Exercise:
Copy out each line of the data that contains "highway".

Entries supplied:
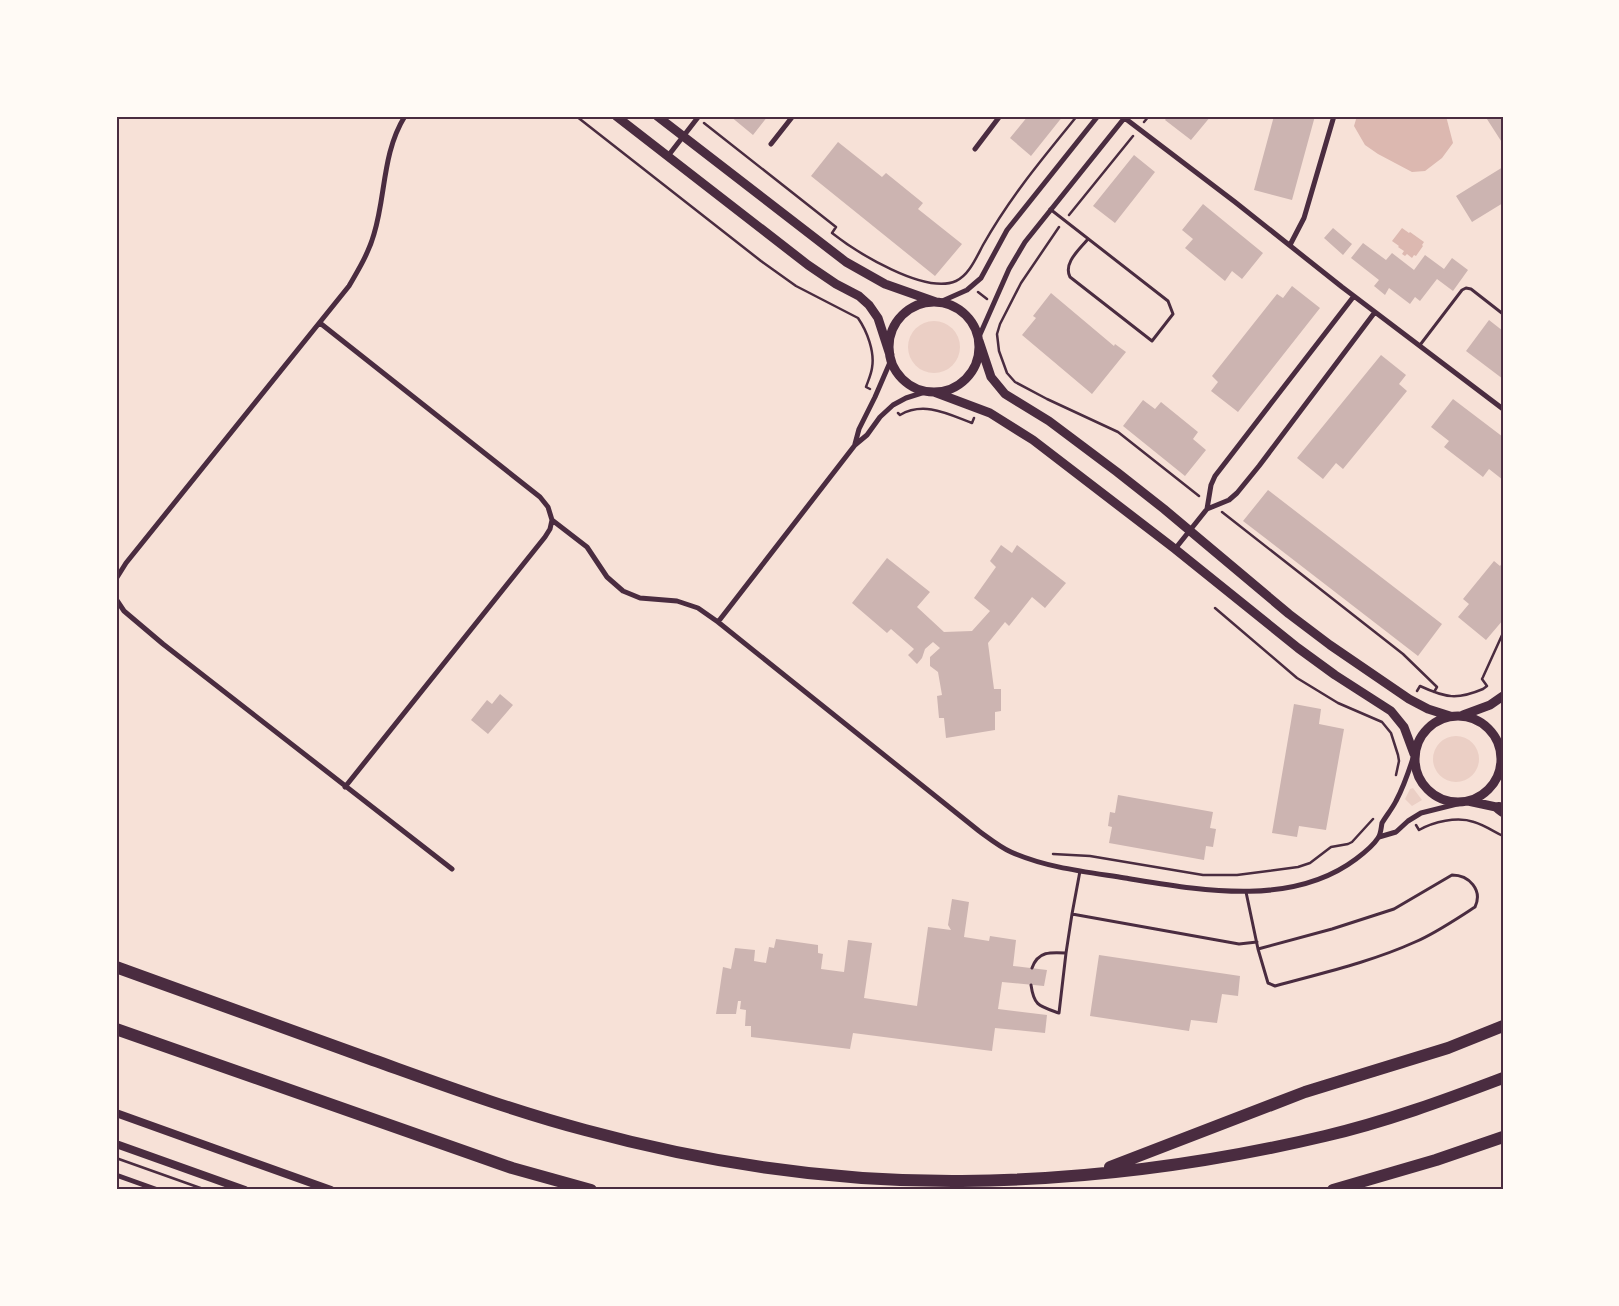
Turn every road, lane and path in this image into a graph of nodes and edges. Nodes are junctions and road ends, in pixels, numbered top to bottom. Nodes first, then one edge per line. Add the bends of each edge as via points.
1 (405, 116) edge
2 (576, 116) edge
3 (616, 116) edge
4 (657, 116) edge
5 (793, 116) edge
6 (1000, 116) edge
7 (1077, 116) edge
8 (1098, 116) edge
9 (1149, 116) edge
10 (1334, 116) edge
11 (698, 117) edge
12 (1124, 117) edge
13 (1138, 129) junction
14 (683, 136) junction
15 (771, 144) dead end
16 (975, 149) dead end
17 (668, 156) junction
18 (1050, 208) junction
19 (1065, 220) junction
20 (1088, 239) junction
21 (1290, 245) junction
22 (896, 271) junction
23 (964, 275) junction
24 (889, 286) junction
25 (973, 286) junction
26 (1354, 296) junction
27 (938, 302) junction
28 (994, 302) junction
29 (872, 308) junction
30 (1375, 312) junction
31 (1503, 314) edge
32 (858, 318) junction
33 (320, 323) junction
34 (978, 340) junction
35 (1419, 346) junction
36 (891, 357) junction
37 (1009, 376) junction
38 (996, 385) junction
39 (866, 387) dead end
40 (931, 391) junction
41 (979, 408) junction
42 (1503, 410) edge
43 (900, 415) dead end
44 (855, 445) junction
45 (1201, 497) dead end
46 (1207, 509) junction
47 (1220, 512) dead end
48 (552, 520) junction
49 (1190, 531) junction
50 (1175, 549) junction
51 (116, 579) edge
52 (116, 600) edge
53 (1215, 608) dead end
54 (718, 622) junction
55 (1503, 633) edge
56 (1420, 686) dead end
57 (1434, 692) junction
58 (1503, 696) edge
59 (1450, 716) junction
60 (1461, 716) junction
61 (1414, 755) junction
62 (1502, 759) edge
63 (1394, 780) dead end
64 (345, 787) junction
65 (1464, 802) junction
66 (1502, 810) edge
67 (1376, 815) dead end
68 (1418, 830) dead end
69 (1503, 836) edge
70 (1379, 837) junction
71 (1053, 854) dead end
72 (452, 869) dead end
73 (1080, 871) junction
74 (1246, 892) junction
75 (1072, 914) junction
76 (1257, 942) junction
77 (1258, 949) junction
78 (1066, 953) junction
79 (116, 967) edge
80 (1032, 968) dead end
81 (1031, 985) dead end
82 (1503, 1026) edge
83 (116, 1029) edge
84 (1503, 1078) edge
85 (116, 1113) edge
86 (1503, 1137) edge
87 (116, 1144) edge
88 (116, 1158) edge
89 (1092, 1174) junction
90 (116, 1175) edge
91 (158, 1190) edge
92 (206, 1190) edge
93 (245, 1190) edge
94 (330, 1190) edge
95 (591, 1190) edge
96 (1333, 1190) edge

1 - 33 street via 389,152 375,233 369,249 349,286
2 - 32 path via 760,261 796,286
3 - 17 main road
4 - 14 main road
5 - 15 street
6 - 16 street
7 - 23 path via 1014,194
8 - 25 street via 1007,230 984,273
9 - 13 path
10 - 21 street via 1304,218
11 - 14 street
11 - 22 path via 836,227 832,233
12 - 13 street
12 - 18 street
13 - 19 path
13 - 21 street
14 - 17 street
14 - 24 main road via 846,262
17 - 29 main road via 808,264 859,296
18 - 19 lane
18 - 28 street via 1025,242
19 - 20 lane
19 - 37 path via 1021,283 1000,324 997,334 999,351
20 - 20 lane via 1168,301 1173,314 1152,341 1070,278 1068,264
21 - 26 street
22 - 23 path via 942,284 956,281
22 - 24 path
23 - 25 path
24 - 27 main road
25 - 27 street
25 - 28 path
26 - 30 street
26 - 46 street via 1215,476
27 - 34 main road via 958,308 968,317
27 - 36 main road via 917,305 902,314 890,337
28 - 34 street
29 - 32 path
29 - 36 main road
30 - 35 street
30 - 46 street via 1237,493
31 - 35 lane via 1466,288
32 - 39 path via 872,354 872,369
33 - 48 street via 540,497
33 - 51 street
34 - 38 main road
34 - 40 main road via 977,360 966,378 955,387
35 - 42 street
36 - 40 main road via 903,379 912,386
36 - 44 street
37 - 38 path
37 - 45 path via 1047,399 1118,432
38 - 49 main road via 1011,399 1061,429
40 - 41 main road
40 - 44 street via 893,405 867,436
41 - 43 path via 972,423 924,408 914,408
41 - 50 main road via 1033,440
44 - 54 street
46 - 49 street
47 - 57 path via 1403,654 1437,687
48 - 54 street via 587,547 607,577 623,590 640,598 677,601 698,608
48 - 64 street via 545,537
49 - 50 street
49 - 59 main road via 1330,645 1409,699
50 - 61 main road via 1298,648 1391,711 1404,727
52 - 64 street via 162,644
53 - 63 path via 1297,678 1382,722 1391,733 1398,755
54 - 73 street via 994,842 1031,859
55 - 57 path via 1482,680 1487,686 1456,697
56 - 57 path
58 - 60 main road via 1490,705
59 - 60 main road
59 - 61 main road via 1438,720 1424,731
60 - 62 main road via 1477,720 1490,730 1497,740
61 - 65 main road via 1416,774 1426,790 1442,800
61 - 70 street via 1407,779 1382,823
62 - 65 main road via 1497,778 1488,790
64 - 72 street
65 - 66 main road
65 - 70 street via 1421,813 1396,832
67 - 71 path via 1348,844 1332,847 1306,865 1262,872 1203,875 1090,856
68 - 69 path via 1440,821 1466,820
70 - 74 street via 1358,858 1330,874 1292,886
73 - 74 street via 1197,890
73 - 75 lane
74 - 76 lane
75 - 76 lane via 1239,944
75 - 78 lane
76 - 77 lane
77 - 77 lane via 1268,983 1275,986 1387,954 1417,942 1475,906 1478,894 1469,880 1461,875 1452,875 1394,909
78 - 80 lane via 1042,955 1034,961
78 - 81 lane via 1059,1013 1036,1003
79 - 89 highway via 502,1106 627,1141 730,1161 858,1177 962,1181
82 - 89 highway via 1448,1048 1305,1092
83 - 95 highway via 502,1164
84 - 89 highway via 1328,1136 1192,1162
85 - 94 street
86 - 96 highway
87 - 93 street
88 - 92 path
90 - 91 street

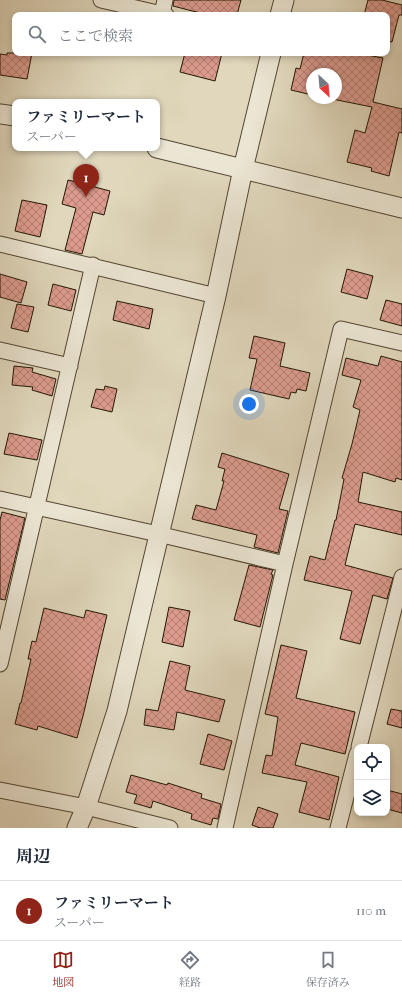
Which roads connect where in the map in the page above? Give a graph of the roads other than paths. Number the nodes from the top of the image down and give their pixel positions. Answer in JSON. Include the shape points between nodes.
{"nodes":[{"id":1,"x":101,"y":0,"type":"edge"},
{"id":2,"x":284,"y":0,"type":"edge"},
{"id":3,"x":164,"y":10,"type":"edge"},
{"id":4,"x":281,"y":12,"type":"edge"},
{"id":5,"x":270,"y":56,"type":"edge"},
{"id":6,"x":0,"y":114,"type":"edge"},
{"id":7,"x":12,"y":116,"type":"edge"},
{"id":8,"x":160,"y":149,"type":"edge"},
{"id":9,"x":243,"y":169,"type":"junction"},
{"id":10,"x":402,"y":208,"type":"edge"},
{"id":11,"x":0,"y":244,"type":"edge"},
{"id":12,"x":93,"y":265,"type":"junction"},
{"id":13,"x":216,"y":296,"type":"junction"},
{"id":14,"x":402,"y":343,"type":"edge"},
{"id":15,"x":0,"y":350,"type":"edge"},
{"id":16,"x":70,"y":366,"type":"junction"},
{"id":17,"x":0,"y":499,"type":"edge"},
{"id":18,"x":36,"y":507,"type":"junction"},
{"id":19,"x":158,"y":534,"type":"junction"},
{"id":20,"x":284,"y":564,"type":"junction"},
{"id":21,"x":401,"y":585,"type":"edge"},
{"id":22,"x":0,"y":664,"type":"edge"},
{"id":23,"x":360,"y":744,"type":"edge"},
{"id":24,"x":354,"y":766,"type":"edge"},
{"id":25,"x":0,"y":790,"type":"edge"},
{"id":26,"x":86,"y":807,"type":"junction"},
{"id":27,"x":77,"y":828,"type":"edge"},
{"id":28,"x":170,"y":828,"type":"edge"},
{"id":29,"x":225,"y":828,"type":"edge"},
{"id":30,"x":338,"y":828,"type":"edge"}],
"edges":[{"from":1,"to":3,"type":"street"},
{"from":2,"to":4,"type":"street"},
{"from":5,"to":9,"type":"street"},
{"from":6,"to":7,"type":"street"},
{"from":8,"to":9,"type":"street"},
{"from":9,"to":10,"type":"street"},
{"from":9,"to":13,"type":"street"},
{"from":11,"to":12,"type":"street"},
{"from":12,"to":13,"type":"street"},
{"from":12,"to":16,"type":"street"},
{"from":13,"to":19,"type":"street"},
{"from":14,"to":20,"type":"street","via":[[341,329]]},
{"from":15,"to":16,"type":"street"},
{"from":16,"to":18,"type":"street"},
{"from":17,"to":18,"type":"street"},
{"from":18,"to":19,"type":"street"},
{"from":18,"to":22,"type":"street"},
{"from":19,"to":20,"type":"street"},
{"from":19,"to":26,"type":"street","via":[[117,710]]},
{"from":20,"to":29,"type":"street"},
{"from":21,"to":23,"type":"street"},
{"from":24,"to":30,"type":"street"},
{"from":25,"to":26,"type":"street"},
{"from":26,"to":27,"type":"street"},
{"from":26,"to":28,"type":"street"}]}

Answer:
79 - 89 highway via 502,1106 627,1141 730,1161 858,1177 962,1181
82 - 89 highway via 1448,1048 1305,1092
83 - 95 highway via 502,1164
84 - 89 highway via 1328,1136 1192,1162
86 - 96 highway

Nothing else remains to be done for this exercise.